Shares of Starbucks (SBUX -0.86%) tumbled 9% on June 20 after the coffee giant stated that its global comparable store sales would only rise 1% for the third quarter -- its slowest growth in about nine years. It also expects flat to negative comps growth in China, its fastest growing market.

In the US, its biggest market, Starbucks plans to close about 150 company-owned stores next fiscal year. The company also disclosed that sales of its signature Frappuccinos had fallen 3% annually year-to-date, compared to 4% growth in 2017.

Starbucks' cups.

Image source: Starbucks.

These problems all indicate that Starbucks, which dipped 3% over the past three years as the S&P 500 rallied over 30%, could be in serious trouble. Let's dig deeper into its business to see if it's time to sell this underperforming stock.

How Starbucks' growth got derailed

Former CEO Howard Schultz brought Starbucks back from the brink with a remarkable turnaround between 2008 and 2016. Schultz focused on improving the quality of the chain's coffee, shutting down weaker stores, firing executives, expanding Starbucks' digital ecosystem, and opening stores in China.

That formula worked for years, but Starbucks eventually faced fresh challenges. McDonald's (MCD 0.20%) and Dunkin' Brands (DNKN) started selling comparable coffee at lower prices. The saturated American market became even more saturated, while Starbucks' growth in China attracted domestic competitors.

Starbucks' digital expansion plans temporarily backfired as increasing use of its mobile app caused traffic jams between walk-in and mobile customers. Starbucks also struggled with controversies, including a tone-deaf attempt to address racial tensions with its #RaceTogether campaign in 2015 and the arrest of two black men at a Philadelphia location earlier this year.

Schultz leaves as growth dries up

The cracks started appearing in the third quarter of 2016, when Starbucks' global comps growth dropped to just 4% -- missing the consensus estimate of 5.7% and representing the company's softest growth in years.

At the time, Schultz reminded investors that Starbucks had posted 25 straight quarters of at least 5% comps growth, and claimed that its slowing US comps growth was an "anomaly". Unfortunately, that "anomaly" marked the beginning of a major deceleration in Starbucks' growth.

Q4 2016

Q1 2017

Q2 2017

Q3 2017

Q4 2017

Q1 2018

Q2 2018

Q3 2018*

4%

3%

3%

4%

2%

2%

2%

1%

Global comps growth. Source: Starbucks quarterly earnings. *Company estimate.

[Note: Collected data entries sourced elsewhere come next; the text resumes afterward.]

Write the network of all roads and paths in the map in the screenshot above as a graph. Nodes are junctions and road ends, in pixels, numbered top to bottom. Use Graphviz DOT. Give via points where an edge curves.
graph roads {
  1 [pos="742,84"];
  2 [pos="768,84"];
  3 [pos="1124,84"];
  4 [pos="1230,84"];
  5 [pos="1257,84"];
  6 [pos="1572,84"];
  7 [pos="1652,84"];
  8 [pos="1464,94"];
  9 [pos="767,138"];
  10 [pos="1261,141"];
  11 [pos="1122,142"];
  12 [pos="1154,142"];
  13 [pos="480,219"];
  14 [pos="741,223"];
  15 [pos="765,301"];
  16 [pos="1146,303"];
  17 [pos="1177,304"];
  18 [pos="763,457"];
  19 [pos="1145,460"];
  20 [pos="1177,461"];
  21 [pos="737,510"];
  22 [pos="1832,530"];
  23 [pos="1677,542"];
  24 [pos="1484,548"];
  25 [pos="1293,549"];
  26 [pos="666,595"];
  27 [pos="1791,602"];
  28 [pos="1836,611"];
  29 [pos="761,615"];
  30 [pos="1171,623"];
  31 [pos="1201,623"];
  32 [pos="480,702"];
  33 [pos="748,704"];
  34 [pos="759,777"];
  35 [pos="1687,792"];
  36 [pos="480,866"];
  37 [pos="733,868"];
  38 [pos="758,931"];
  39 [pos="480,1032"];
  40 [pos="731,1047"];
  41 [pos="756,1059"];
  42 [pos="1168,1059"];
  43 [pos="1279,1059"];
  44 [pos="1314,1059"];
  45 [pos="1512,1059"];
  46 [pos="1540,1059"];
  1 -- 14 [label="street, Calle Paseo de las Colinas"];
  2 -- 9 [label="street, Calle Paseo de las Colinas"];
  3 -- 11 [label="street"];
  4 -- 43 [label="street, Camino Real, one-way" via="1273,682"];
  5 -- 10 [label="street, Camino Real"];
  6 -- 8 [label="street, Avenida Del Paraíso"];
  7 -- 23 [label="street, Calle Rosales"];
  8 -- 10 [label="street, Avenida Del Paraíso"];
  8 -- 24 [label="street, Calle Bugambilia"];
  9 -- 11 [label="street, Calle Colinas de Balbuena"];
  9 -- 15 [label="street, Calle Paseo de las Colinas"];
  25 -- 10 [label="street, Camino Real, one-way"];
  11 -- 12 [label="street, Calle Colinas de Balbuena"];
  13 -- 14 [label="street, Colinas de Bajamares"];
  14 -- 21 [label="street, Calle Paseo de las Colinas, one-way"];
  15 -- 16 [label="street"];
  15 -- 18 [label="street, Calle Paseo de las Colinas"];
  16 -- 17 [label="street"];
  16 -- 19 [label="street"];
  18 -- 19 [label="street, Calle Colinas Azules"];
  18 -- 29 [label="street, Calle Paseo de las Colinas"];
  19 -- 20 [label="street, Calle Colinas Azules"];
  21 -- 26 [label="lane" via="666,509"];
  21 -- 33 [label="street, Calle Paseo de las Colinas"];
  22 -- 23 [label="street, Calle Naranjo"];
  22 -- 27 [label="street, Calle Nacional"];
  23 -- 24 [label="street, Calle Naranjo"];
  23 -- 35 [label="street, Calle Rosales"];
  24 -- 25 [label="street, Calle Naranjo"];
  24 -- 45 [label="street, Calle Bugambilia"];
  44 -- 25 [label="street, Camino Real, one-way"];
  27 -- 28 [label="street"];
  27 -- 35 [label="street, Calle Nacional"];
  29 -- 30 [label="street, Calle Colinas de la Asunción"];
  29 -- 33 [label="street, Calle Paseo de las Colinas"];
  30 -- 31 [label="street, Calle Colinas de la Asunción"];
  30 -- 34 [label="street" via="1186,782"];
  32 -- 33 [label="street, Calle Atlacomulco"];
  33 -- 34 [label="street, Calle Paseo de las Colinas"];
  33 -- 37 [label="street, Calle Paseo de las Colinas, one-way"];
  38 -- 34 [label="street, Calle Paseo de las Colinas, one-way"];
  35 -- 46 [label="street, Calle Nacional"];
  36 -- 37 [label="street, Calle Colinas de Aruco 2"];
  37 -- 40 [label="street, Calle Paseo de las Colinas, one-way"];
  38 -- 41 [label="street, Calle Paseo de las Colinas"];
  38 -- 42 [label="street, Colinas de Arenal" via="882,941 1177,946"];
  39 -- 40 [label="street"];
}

Instead of leading another turnaround effort, Schultz announced his resignation as CEO last December, and was succeeded by Kevin Johnson this April. Schultz pivoted back to his previous role as executive chairman, but then announced that he would also leave that position by the end of June.

Schultz's decision to abandon both roles as Starbucks' growth is decelerating raises troubling questions about the coffee chain's long-term future.

Evaluating its growth in the US and China

Starbucks' closure of 150 stores in the US isn't that troubling, since the company still has over 17,000 cafes in the country. The company also still expects to grow its US store count by 5% this year and 3% next year as it shutters weaker stores -- so fears of over-saturation are overblown.

The opening of a Starbucks Reserve Roastery in Shanghai.

Image source: Starbucks.

But in China, Starbucks could fall into the trap of using new store openings to drive sales growth. Last quarter, Starbucks reported that its comps in the China/Asia-Pacific (CAP) region rose 54% annually as it opened 29 new locations. But the CAP region's comps only grew 3%. Starbucks' expectation of flat to negative sales growth in China for the third quarter casts a dark cloud over those growth plans.

Do investors expect too much?

Wall Street still expects Starbucks' revenue and earnings to rise 11% and 18%, respectively, this year. The stock isn't expensive at 19 times forward earnings, and its forward yield of 2.1% could appease patient investors.

For comparison, McDonald's trades at 20 times forward earnings with a forward yield of 2.4%, and analysts expect 16% earnings growth this year. Dunkin has a higher forward P/E of 23, a lower forward yield of 2%, and analysts anticipate just 13% earnings growth this year.

Those numbers indicate that Starbucks is cheaper than both stocks. However, Starbucks' comps growth could still turn negative over the next few quarters, and Johnson's turnaround efforts -- which include expanding the company's global reach via the Global Coffee Alliance, bolstering its growth in the US and China, and boosting shareholder value with bigger dividends and buybacks -- could flop. Starbucks might eventually break out of its rut, but without any catalysts on the horizon it might be a good time to sell the stock.